Y por eso envidio que el bar de Alvarado, sea el que sea, se encuentre en Compostela. Porque, de haber podido elegir, de no haber querido el azar que yo acertase de lleno con el Torgal, habría elegido un bar de Santiago. Uno de esos que parece escabullirse entre sus fachadas de piedra. En los que resulta sencillísimo entrar e imposible salir. Uno de los muchos que por fin se han atrevido a arrancar el hormigón de sus patios y ahora exhiben preciosas fuentes y jardines. Hubo un Santiago en el que sólo existían los locales de dos por uno, las hamburgueserías y los veinteañeros descarriados. Ahora hay otro en el que, casi veinte a ñ o s d e sp u é s , algunos nos reconocemos con un gintonic a las seis de la tarde en uno de esos jardines y nos saludamos con complicidad. Y ese, qué diablos, podría ser el jardín de mi bar.

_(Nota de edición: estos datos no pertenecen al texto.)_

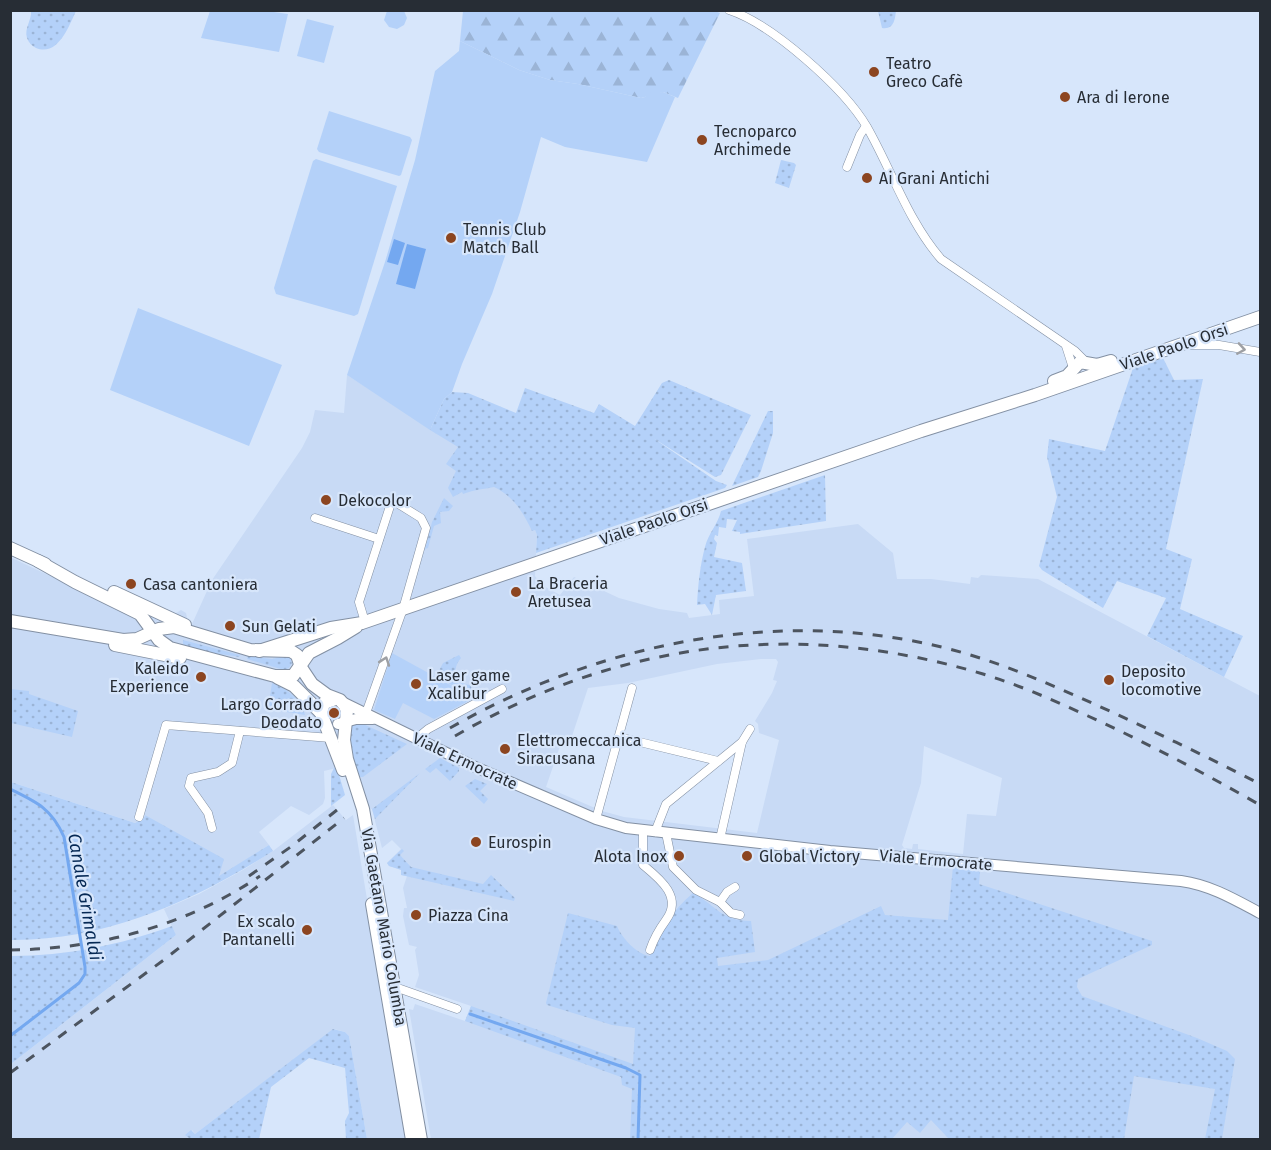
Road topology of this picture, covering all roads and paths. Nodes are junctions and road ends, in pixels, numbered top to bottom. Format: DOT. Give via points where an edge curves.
graph roads {
  1 [pos="729,10"];
  2 [pos="866,126"];
  3 [pos="847,167"];
  4 [pos="1260,310"];
  5 [pos="1260,317"];
  6 [pos="1065,345"];
  7 [pos="1180,345"];
  8 [pos="1260,352"];
  9 [pos="1082,370"];
  10 [pos="315,518"];
  11 [pos="380,539"];
  12 [pos="10,548"];
  13 [pos="38,561"];
  14 [pos="403,609"];
  15 [pos="10,621"];
  16 [pos="363,622"];
  17 [pos="61,631"];
  18 [pos="149,631"];
  19 [pos="186,631"];
  20 [pos="218,641"];
  21 [pos="141,651"];
  22 [pos="259,651"];
  23 [pos="184,652"];
  24 [pos="219,662"];
  25 [pos="300,665"];
  26 [pos="275,676"];
  27 [pos="632,688"];
  28 [pos="502,689"];
  29 [pos="338,700"];
  30 [pos="322,716"];
  31 [pos="371,716"];
  32 [pos="343,721"];
  33 [pos="750,729"];
  34 [pos="240,731"];
  35 [pos="618,737"];
  36 [pos="331,738"];
  37 [pos="416,739"];
  38 [pos="742,742"];
  39 [pos="718,761"];
  40 [pos="139,817"];
  41 [pos="596,819"];
  42 [pos="212,828"];
  43 [pos="643,830"];
  44 [pos="661,832"];
  45 [pos="720,839"];
  46 [pos="735,887"];
  47 [pos="720,902"];
  48 [pos="1260,913"];
  49 [pos="740,915"];
  50 [pos="650,950"];
  51 [pos="394,987"];
  52 [pos="457,1009"];
  53 [pos="412,1140"];
  54 [pos="421,1140"];
  1 -- 2 [label="street" via="779,37 844,97"];
  2 -- 3 [label="street"];
  2 -- 6 [label="street" via="924,239 941,259"];
  4 -- 9 [label="main road, Viale Paolo Orsi"];
  5 -- 7 [label="main road, Viale Paolo Orsi"];
  6 -- 9 [label="street"];
  6 -- 9 [label="street"];
  7 -- 8 [label="street, one-way" via="1218,345"];
  7 -- 9 [label="main road, Viale Paolo Orsi"];
  9 -- 14 [label="main road, Viale Paolo Orsi" via="946,422"];
  10 -- 11 [label="street"];
  11 -- 14 [label="street" via="392,500 421,519 426,528"];
  11 -- 16 [label="street" via="359,602"];
  12 -- 13 [label="main road"];
  13 -- 18 [label="main road" via="140,614"];
  13 -- 20 [label="main road" via="80,576"];
  14 -- 16 [label="main road, Viale Paolo Orsi"];
  31 -- 14 [label="street, one-way"];
  15 -- 17 [label="main road"];
  16 -- 22 [label="main road"];
  16 -- 25 [label="main road" via="314,649"];
  17 -- 18 [label="main road" via="123,640"];
  17 -- 21 [label="main road"];
  18 -- 19 [label="main road" via="167,627"];
  18 -- 21 [label="street"];
  18 -- 23 [label="main road" via="165,646"];
  19 -- 20 [label="main road"];
  19 -- 23 [label="main road" via="176,640"];
  20 -- 22 [label="main road"];
  21 -- 24 [label="main road"];
  22 -- 25 [label="main road" via="291,651"];
  23 -- 24 [label="main road"];
  24 -- 26 [label="main road"];
  25 -- 26 [label="main road" via="293,676"];
  25 -- 29 [label="main road" via="312,684"];
  26 -- 30 [label="main road" via="294,686"];
  27 -- 35 [label="street"];
  28 -- 37 [label="street"];
  29 -- 30 [label="main road" via="324,703"];
  29 -- 31 [label="main road, Viale Ermocrate"];
  29 -- 32 [label="main road" via="346,708"];
  30 -- 32 [label="main road" via="330,724"];
  30 -- 36 [label="main road, Via Gaetano Mario Columba"];
  31 -- 32 [label="main road"];
  31 -- 37 [label="main road, Viale Ermocrate"];
  32 -- 51 [label="main road, Via Gaetano Mario Columba" via="347,759 363,809"];
  33 -- 38 [label="street"];
  34 -- 36 [label="street"];
  34 -- 40 [label="street" via="166,725"];
  34 -- 42 [label="street" via="232,763 218,772 191,778 189,786 208,813"];
  35 -- 39 [label="street"];
  35 -- 41 [label="street"];
  36 -- 53 [label="main road, Via Gaetano Mario Columba" via="356,812"];
  37 -- 41 [label="main road, Viale Ermocrate"];
  38 -- 39 [label="street"];
  38 -- 45 [label="street"];
  39 -- 44 [label="street" via="666,804"];
  41 -- 43 [label="main road, Viale Ermocrate"];
  43 -- 44 [label="main road, Viale Ermocrate"];
  43 -- 50 [label="street" via="643,865 664,883 672,905"];
  44 -- 45 [label="main road, Viale Ermocrate"];
  44 -- 47 [label="street" via="672,867 696,890"];
  45 -- 48 [label="main road, Viale Ermocrate" via="1181,880 1214,889"];
  46 -- 47 [label="street"];
  47 -- 49 [label="street" via="731,913"];
  51 -- 52 [label="street"];
  51 -- 54 [label="main road, Via Gaetano Mario Columba"];
}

Al salir del concierto de Soleá Morente aquel sábado me fui a ver a mi buen amigo Paco Sarria a su casa. Cuando conocí a Paco, hace ya varios años, me di cuenta de que había un especial brillo de satisfacción en su mirada. Como si supiese un par de cosas sobre la vida que todos los demás no sabíamos. Como si él tuviese algunas de las respuestas. Lo comprendí todo la primera vez que me invitó a su casa a tomar algo y descubrí que, en una zona de su salón, donde cualquier otro habría colocado un conjunto de butacas que nadie usaría, él se había construido su propio bar. Con sus taburetes, su barra, sus estanterías y su típica decoración.

Como decía antes, que tu bar sea exactamente el que es, y no otro, constituye un pequeño antojo del destino. Podría estar en cualquier parte. Un día entras y, por alguna razón, sabes que ese sitio es tuyo. Salvo si eres Paco Sarria, claro, y directamente lo construyes donde a ti te da la gana. Como para no tener un brillo de satisfacción en la mirada. Menudo cabrón.